The high power and efficiency, functional integration, and low manufacturing costs of the new MMICs make such electronically scanned antennas practical and affordable, he says.

Experts fabricate the chips at ITT GaAsTEK, an ITT Defense and Electronics gallium arsenide foundry, in McLean, Va., using a multi-function self-aligned gate (MSAG) process.

The MSAG process attacks production costs through high yields, Schineller says. MSAG also provides for a high level of integration on a chip by packaging high-power and signal circuitry on the same chip, he adds.

Easing chip design was the Taguchi method, a statistical process that reduces the number of possible designs to between eight and 16, and eliminates faulty data quickly, Schineller explains.

ITT antenna engineers are also using a design tool from Sonnet Software in Liverpool, N.Y., Schineller says.

The advanced MMICs include 4-Watt and 8-Watt high-power amplifier chips more than twice the power of earlier devices over a 6-to-18-GHz band and operating with power-added efficiencies approaching 40 percent, ITT officials say.

The device also uses a transmit/receive (T/R) device that combines all the functions of a traditional multichip T/R module requiring six to eight separate MMIC chips.

ITT Avionics won a contract in 1995 under the DARPA-sponsored Microwave and Analog Front-end Technology (MAFET) Thrust 2 program. Officials of DARPA, which stands for Defense Advanced Research Projects Agency in Arlington, Va., are pursuing MAFET to develop advanced broadband MMIC devices.

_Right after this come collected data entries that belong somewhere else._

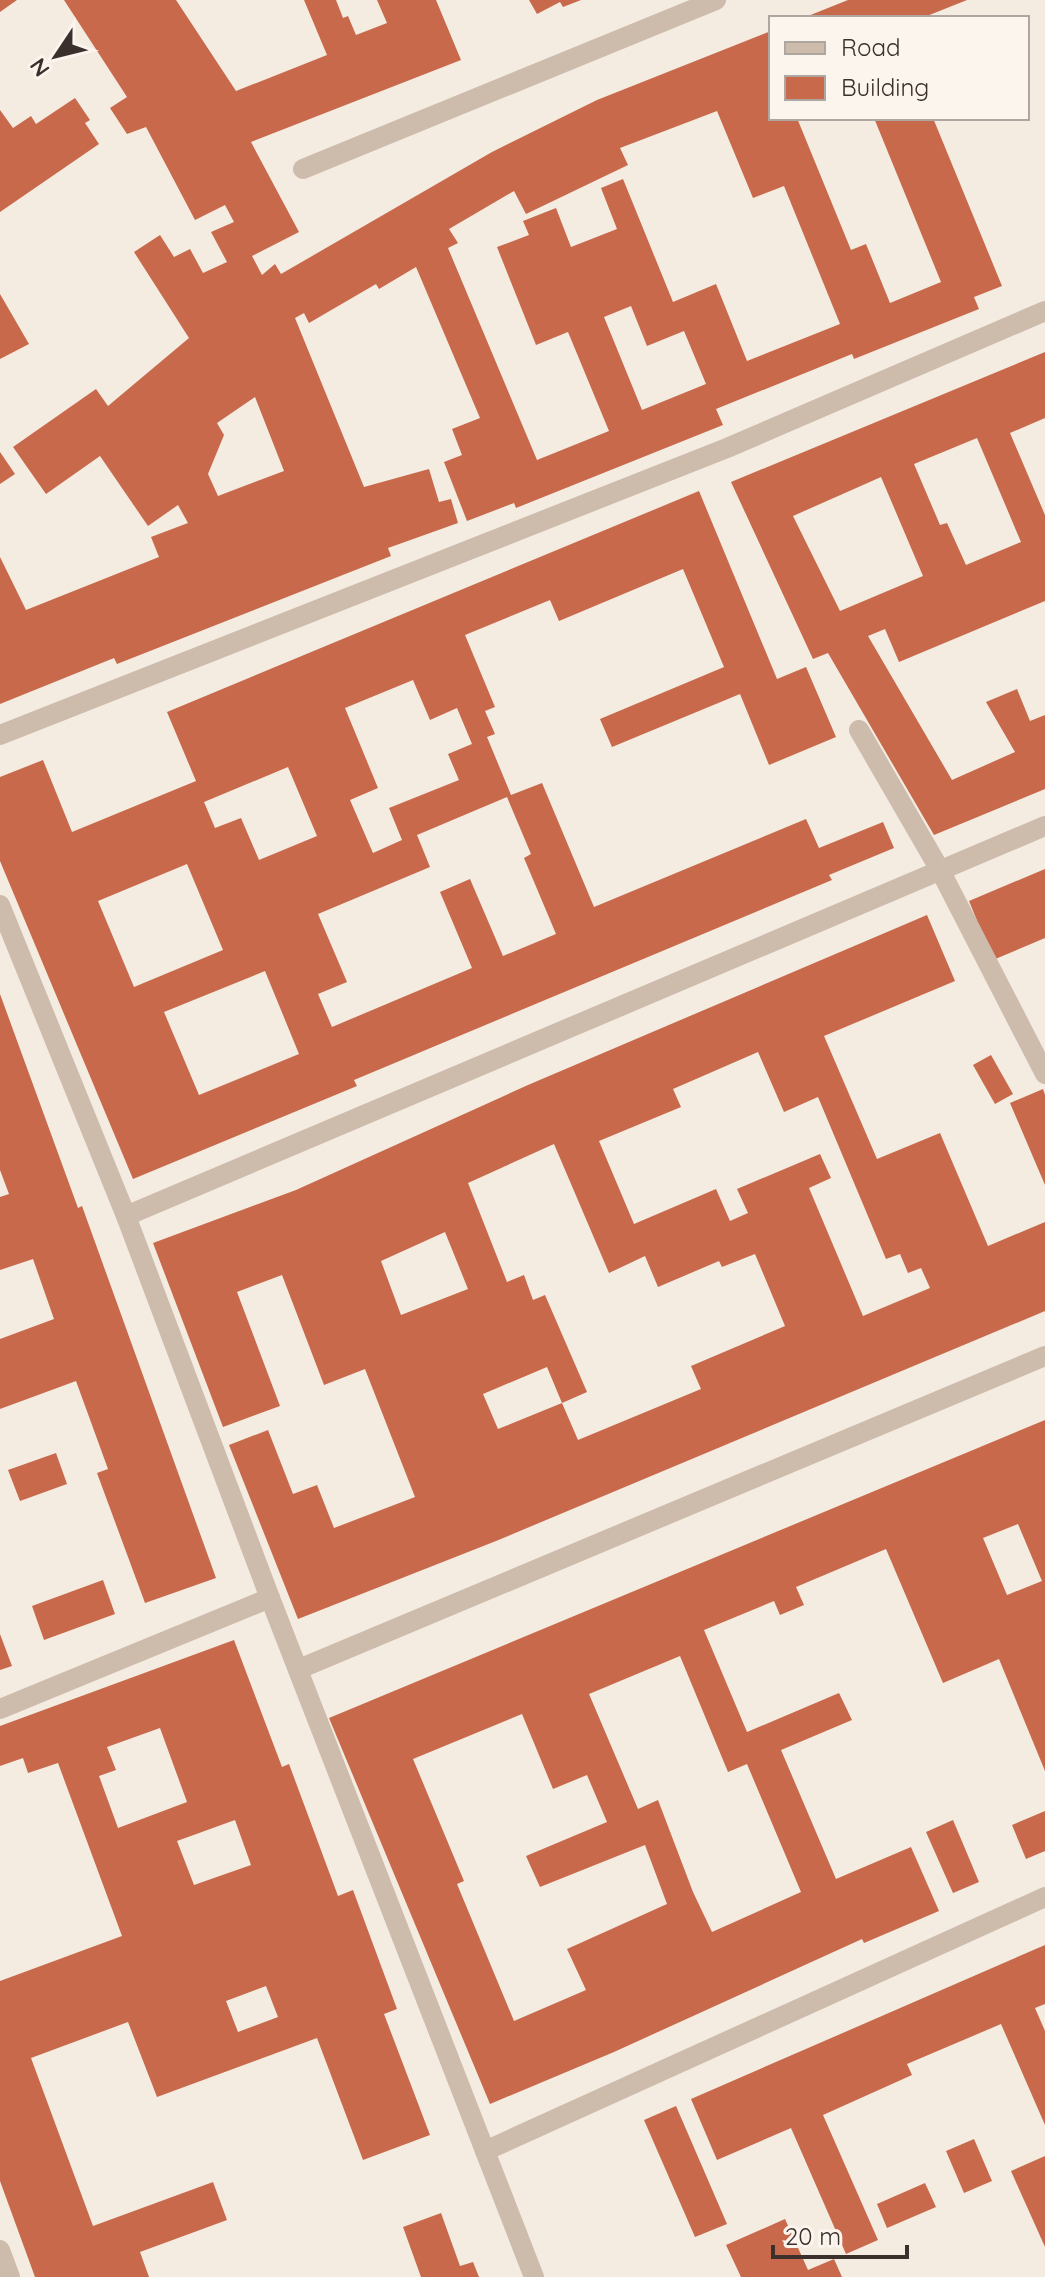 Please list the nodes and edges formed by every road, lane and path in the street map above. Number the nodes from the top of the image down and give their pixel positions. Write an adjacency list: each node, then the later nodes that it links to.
1 (716, 0): 2 (lane)
2 (303, 169)
3 (1045, 311): 5 (lane)
4 (859, 730): 7 (lane)
5 (0, 735)
6 (1045, 826): 7 (lane)
7 (940, 870): 9 (lane); 10 (lane)
8 (0, 905): 10 (lane)
9 (1045, 1074)
10 (126, 1216): 12 (lane)
11 (1045, 1356): 13 (lane)
12 (270, 1598): 13 (lane); 14 (lane)
13 (299, 1669): 16 (lane)
14 (0, 1709)
15 (1045, 1897): 16 (lane)
16 (485, 2151): 19 (lane)
17 (0, 2250): 18 (lane)
18 (10, 2277)
19 (534, 2277)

ITT experts are delivering their developmental chips and multichip assemblies to the Naval Research Laboratory in Washington for evaluation. The ITT antenna is for shipboard applications and possibly for the future Joint Strike Fighter.

Protective packaging and the inherent resistance of gallium arsenide to naturally occurring radiation will enable the chips to perform well in high altitudes, Schineller explains.